## [Requirement]
Once you have read the entries below, repeat all of them exactly.

--- Data for the task Enclosed Below ---

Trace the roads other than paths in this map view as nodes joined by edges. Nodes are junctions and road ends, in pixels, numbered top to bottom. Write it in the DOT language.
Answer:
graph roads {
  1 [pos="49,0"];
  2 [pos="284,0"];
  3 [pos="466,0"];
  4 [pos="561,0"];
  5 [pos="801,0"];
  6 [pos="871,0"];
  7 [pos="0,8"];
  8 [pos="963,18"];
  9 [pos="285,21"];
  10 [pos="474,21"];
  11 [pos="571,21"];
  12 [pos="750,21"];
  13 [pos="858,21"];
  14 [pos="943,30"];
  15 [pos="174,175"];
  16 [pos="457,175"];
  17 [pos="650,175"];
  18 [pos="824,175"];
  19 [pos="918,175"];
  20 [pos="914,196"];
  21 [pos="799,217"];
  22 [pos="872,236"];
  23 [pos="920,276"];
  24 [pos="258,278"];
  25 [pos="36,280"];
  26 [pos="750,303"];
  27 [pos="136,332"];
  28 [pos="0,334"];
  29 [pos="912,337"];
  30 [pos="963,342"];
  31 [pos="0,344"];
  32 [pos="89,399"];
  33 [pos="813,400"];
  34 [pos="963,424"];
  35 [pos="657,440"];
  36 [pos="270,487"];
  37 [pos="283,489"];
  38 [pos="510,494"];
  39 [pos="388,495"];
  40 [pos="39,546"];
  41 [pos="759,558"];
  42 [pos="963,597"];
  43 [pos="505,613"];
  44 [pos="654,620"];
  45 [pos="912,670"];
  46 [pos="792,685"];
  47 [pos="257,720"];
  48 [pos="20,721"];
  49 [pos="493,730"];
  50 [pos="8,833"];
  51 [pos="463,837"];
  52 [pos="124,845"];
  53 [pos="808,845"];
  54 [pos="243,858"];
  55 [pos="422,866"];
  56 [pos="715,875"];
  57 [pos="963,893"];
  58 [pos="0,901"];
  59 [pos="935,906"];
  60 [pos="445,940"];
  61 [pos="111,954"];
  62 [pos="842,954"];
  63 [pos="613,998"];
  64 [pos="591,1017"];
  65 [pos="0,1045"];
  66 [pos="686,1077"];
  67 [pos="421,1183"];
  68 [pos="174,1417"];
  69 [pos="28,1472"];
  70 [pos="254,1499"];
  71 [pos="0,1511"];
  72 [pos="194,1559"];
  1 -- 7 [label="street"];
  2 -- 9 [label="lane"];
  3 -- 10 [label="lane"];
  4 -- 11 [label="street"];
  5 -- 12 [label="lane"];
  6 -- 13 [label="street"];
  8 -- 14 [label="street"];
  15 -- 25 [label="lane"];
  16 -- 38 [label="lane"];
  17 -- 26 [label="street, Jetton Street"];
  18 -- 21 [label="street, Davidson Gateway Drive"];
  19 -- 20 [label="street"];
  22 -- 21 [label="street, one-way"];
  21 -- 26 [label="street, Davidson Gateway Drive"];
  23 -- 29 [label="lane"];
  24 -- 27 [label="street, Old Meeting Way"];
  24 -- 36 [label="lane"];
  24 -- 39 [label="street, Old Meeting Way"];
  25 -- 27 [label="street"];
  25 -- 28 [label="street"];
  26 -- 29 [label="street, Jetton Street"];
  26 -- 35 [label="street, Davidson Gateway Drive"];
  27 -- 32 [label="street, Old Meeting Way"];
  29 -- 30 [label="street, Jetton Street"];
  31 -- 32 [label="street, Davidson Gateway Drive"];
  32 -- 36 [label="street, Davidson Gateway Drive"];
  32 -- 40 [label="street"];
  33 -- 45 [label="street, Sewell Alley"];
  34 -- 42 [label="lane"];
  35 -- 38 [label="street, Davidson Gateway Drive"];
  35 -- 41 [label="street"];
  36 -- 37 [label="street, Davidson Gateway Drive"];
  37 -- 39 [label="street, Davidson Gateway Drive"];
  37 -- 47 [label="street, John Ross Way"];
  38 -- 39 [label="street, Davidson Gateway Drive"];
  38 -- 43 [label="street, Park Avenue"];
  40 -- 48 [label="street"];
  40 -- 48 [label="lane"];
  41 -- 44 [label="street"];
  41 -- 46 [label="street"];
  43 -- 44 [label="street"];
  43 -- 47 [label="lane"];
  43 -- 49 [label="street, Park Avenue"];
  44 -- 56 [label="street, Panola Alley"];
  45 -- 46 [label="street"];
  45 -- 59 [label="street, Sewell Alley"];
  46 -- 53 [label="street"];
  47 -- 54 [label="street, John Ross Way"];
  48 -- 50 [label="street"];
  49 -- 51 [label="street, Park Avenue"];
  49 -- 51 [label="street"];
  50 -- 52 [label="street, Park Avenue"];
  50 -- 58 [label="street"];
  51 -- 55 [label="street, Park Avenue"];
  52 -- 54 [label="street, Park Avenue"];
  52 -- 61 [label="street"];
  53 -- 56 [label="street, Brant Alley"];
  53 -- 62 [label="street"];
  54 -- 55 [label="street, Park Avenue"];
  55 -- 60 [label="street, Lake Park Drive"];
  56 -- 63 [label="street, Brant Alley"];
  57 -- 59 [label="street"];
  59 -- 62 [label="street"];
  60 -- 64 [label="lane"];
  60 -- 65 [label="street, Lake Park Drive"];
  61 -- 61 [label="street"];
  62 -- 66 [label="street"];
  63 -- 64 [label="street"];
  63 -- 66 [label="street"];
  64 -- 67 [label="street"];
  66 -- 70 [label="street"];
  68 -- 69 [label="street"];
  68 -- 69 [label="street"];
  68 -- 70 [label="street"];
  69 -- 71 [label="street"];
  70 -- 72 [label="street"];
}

--- End of Enclosed Data for the task ---

## [Solution to this exercise]
Trace the roads other than paths in this map view as nodes joined by edges. Nodes are junctions and road ends, in pixels, numbered top to bottom. Write it in the DOT language.
Answer:
graph roads {
  1 [pos="49,0"];
  2 [pos="284,0"];
  3 [pos="466,0"];
  4 [pos="561,0"];
  5 [pos="801,0"];
  6 [pos="871,0"];
  7 [pos="0,8"];
  8 [pos="963,18"];
  9 [pos="285,21"];
  10 [pos="474,21"];
  11 [pos="571,21"];
  12 [pos="750,21"];
  13 [pos="858,21"];
  14 [pos="943,30"];
  15 [pos="174,175"];
  16 [pos="457,175"];
  17 [pos="650,175"];
  18 [pos="824,175"];
  19 [pos="918,175"];
  20 [pos="914,196"];
  21 [pos="799,217"];
  22 [pos="872,236"];
  23 [pos="920,276"];
  24 [pos="258,278"];
  25 [pos="36,280"];
  26 [pos="750,303"];
  27 [pos="136,332"];
  28 [pos="0,334"];
  29 [pos="912,337"];
  30 [pos="963,342"];
  31 [pos="0,344"];
  32 [pos="89,399"];
  33 [pos="813,400"];
  34 [pos="963,424"];
  35 [pos="657,440"];
  36 [pos="270,487"];
  37 [pos="283,489"];
  38 [pos="510,494"];
  39 [pos="388,495"];
  40 [pos="39,546"];
  41 [pos="759,558"];
  42 [pos="963,597"];
  43 [pos="505,613"];
  44 [pos="654,620"];
  45 [pos="912,670"];
  46 [pos="792,685"];
  47 [pos="257,720"];
  48 [pos="20,721"];
  49 [pos="493,730"];
  50 [pos="8,833"];
  51 [pos="463,837"];
  52 [pos="124,845"];
  53 [pos="808,845"];
  54 [pos="243,858"];
  55 [pos="422,866"];
  56 [pos="715,875"];
  57 [pos="963,893"];
  58 [pos="0,901"];
  59 [pos="935,906"];
  60 [pos="445,940"];
  61 [pos="111,954"];
  62 [pos="842,954"];
  63 [pos="613,998"];
  64 [pos="591,1017"];
  65 [pos="0,1045"];
  66 [pos="686,1077"];
  67 [pos="421,1183"];
  68 [pos="174,1417"];
  69 [pos="28,1472"];
  70 [pos="254,1499"];
  71 [pos="0,1511"];
  72 [pos="194,1559"];
  1 -- 7 [label="street"];
  2 -- 9 [label="lane"];
  3 -- 10 [label="lane"];
  4 -- 11 [label="street"];
  5 -- 12 [label="lane"];
  6 -- 13 [label="street"];
  8 -- 14 [label="street"];
  15 -- 25 [label="lane"];
  16 -- 38 [label="lane"];
  17 -- 26 [label="street, Jetton Street"];
  18 -- 21 [label="street, Davidson Gateway Drive"];
  19 -- 20 [label="street"];
  22 -- 21 [label="street, one-way"];
  21 -- 26 [label="street, Davidson Gateway Drive"];
  23 -- 29 [label="lane"];
  24 -- 27 [label="street, Old Meeting Way"];
  24 -- 36 [label="lane"];
  24 -- 39 [label="street, Old Meeting Way"];
  25 -- 27 [label="street"];
  25 -- 28 [label="street"];
  26 -- 29 [label="street, Jetton Street"];
  26 -- 35 [label="street, Davidson Gateway Drive"];
  27 -- 32 [label="street, Old Meeting Way"];
  29 -- 30 [label="street, Jetton Street"];
  31 -- 32 [label="street, Davidson Gateway Drive"];
  32 -- 36 [label="street, Davidson Gateway Drive"];
  32 -- 40 [label="street"];
  33 -- 45 [label="street, Sewell Alley"];
  34 -- 42 [label="lane"];
  35 -- 38 [label="street, Davidson Gateway Drive"];
  35 -- 41 [label="street"];
  36 -- 37 [label="street, Davidson Gateway Drive"];
  37 -- 39 [label="street, Davidson Gateway Drive"];
  37 -- 47 [label="street, John Ross Way"];
  38 -- 39 [label="street, Davidson Gateway Drive"];
  38 -- 43 [label="street, Park Avenue"];
  40 -- 48 [label="street"];
  40 -- 48 [label="lane"];
  41 -- 44 [label="street"];
  41 -- 46 [label="street"];
  43 -- 44 [label="street"];
  43 -- 47 [label="lane"];
  43 -- 49 [label="street, Park Avenue"];
  44 -- 56 [label="street, Panola Alley"];
  45 -- 46 [label="street"];
  45 -- 59 [label="street, Sewell Alley"];
  46 -- 53 [label="street"];
  47 -- 54 [label="street, John Ross Way"];
  48 -- 50 [label="street"];
  49 -- 51 [label="street, Park Avenue"];
  49 -- 51 [label="street"];
  50 -- 52 [label="street, Park Avenue"];
  50 -- 58 [label="street"];
  51 -- 55 [label="street, Park Avenue"];
  52 -- 54 [label="street, Park Avenue"];
  52 -- 61 [label="street"];
  53 -- 56 [label="street, Brant Alley"];
  53 -- 62 [label="street"];
  54 -- 55 [label="street, Park Avenue"];
  55 -- 60 [label="street, Lake Park Drive"];
  56 -- 63 [label="street, Brant Alley"];
  57 -- 59 [label="street"];
  59 -- 62 [label="street"];
  60 -- 64 [label="lane"];
  60 -- 65 [label="street, Lake Park Drive"];
  61 -- 61 [label="street"];
  62 -- 66 [label="street"];
  63 -- 64 [label="street"];
  63 -- 66 [label="street"];
  64 -- 67 [label="street"];
  66 -- 70 [label="street"];
  68 -- 69 [label="street"];
  68 -- 69 [label="street"];
  68 -- 70 [label="street"];
  69 -- 71 [label="street"];
  70 -- 72 [label="street"];
}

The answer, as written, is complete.